I’m also thankful that we are learning from thease trials! I’m learning to think outside the box with birthday gifts, for example for Kaiden’s 3rd birthday I’m going to make him a book out of printable coloring pages, educational print outs, etc! I’m also going to get some patterns and make him some hand puppets! I’m also learning to think outside the box with other things like clothes. Instead of throwing away clothes with holes in them if they’re solid colors I am saving them for Cody to use as undershirts for work, as long as the collar part looks good! I also plan to go through our storage unit and find old clothes that no longer fit and try to repurpose them into something for the baby, rags, whatever! Why waste good fabric? And maybe my awesome Mother-In-Law or Cody’s Grandmas or someone from the ward could help me learn how to use my sewing machine and learn to sew! I’m also learning to be greatful for what we do have instead of dwelling on what we don’t have. It really has done my heart and soul good to see how much we have and how badly things could be worse.
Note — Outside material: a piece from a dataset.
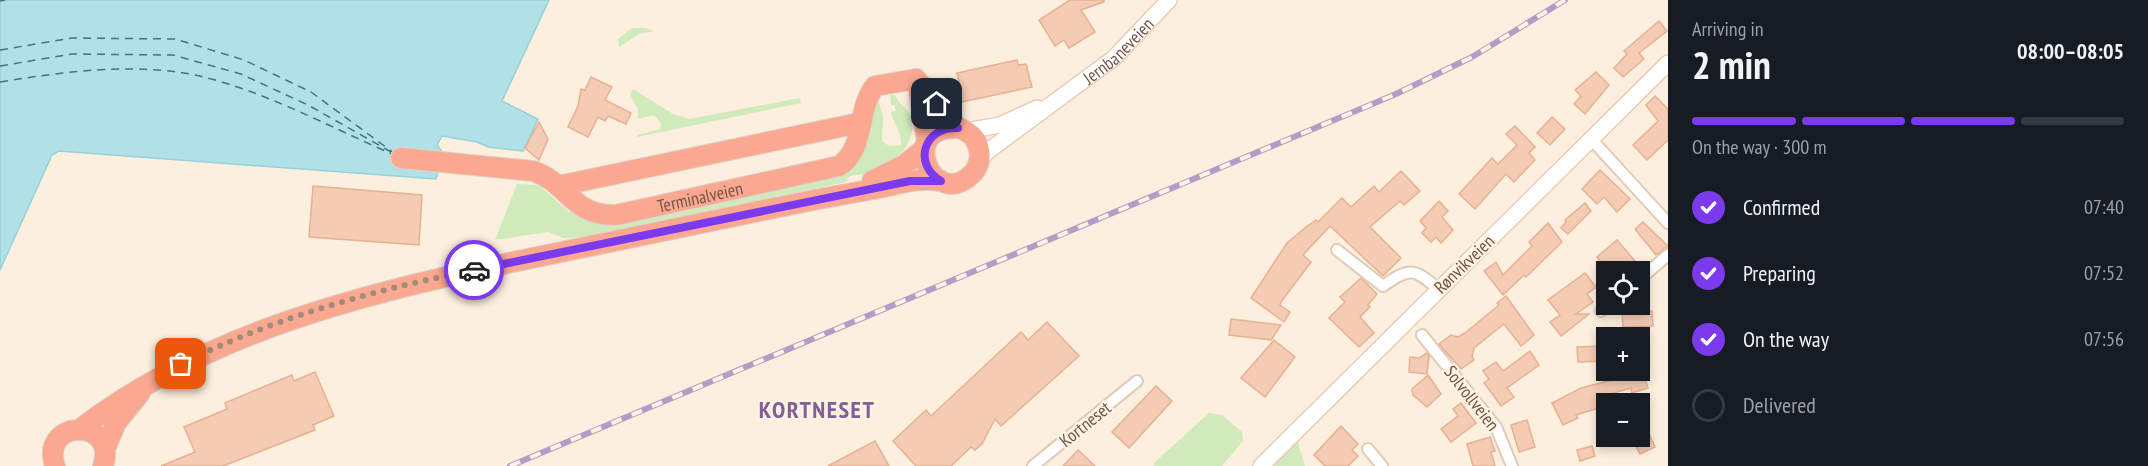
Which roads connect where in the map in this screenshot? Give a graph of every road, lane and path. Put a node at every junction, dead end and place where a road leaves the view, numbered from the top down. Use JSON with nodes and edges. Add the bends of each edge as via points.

I’m using this time where we don’t have enough money and are in a frugal mindset to find ideas about things that will help us live frugaly and save money when we do get our own house, things like gardening, canning, food storage, making your own cake mix and other mixes from scratch, cooking from scratch, crock pot and frozen dinners that are cheap, orginization and cleaning tips, recipies for your own tooth paste, dishwasher soap, laundry detergent, cleaning supplies, etc! I’m trying to prepare myself to be a better homeaker, a better mother, and a better wife. I want to help us thrive and save, and being in this mindset where there isn’t always money coming in and when it is there isn’t enough is really helping me to do that. And of course pinterest is really helping me orginize it all!

So really things could be worse! I’m trying to focus on how I can use what we do have and are given in the best way and how I can help us get through this. I’m wanting to focus more on doing the little things with love. I’m trying to focus more on the positives of what we DO have and all our many blessings than what we DON’T have and all our trials. I’m trying to use this time to experiance prayer and G-d’s mercy and care and to teach my son that G-d will always take care of us if only we are faithful and do what we can.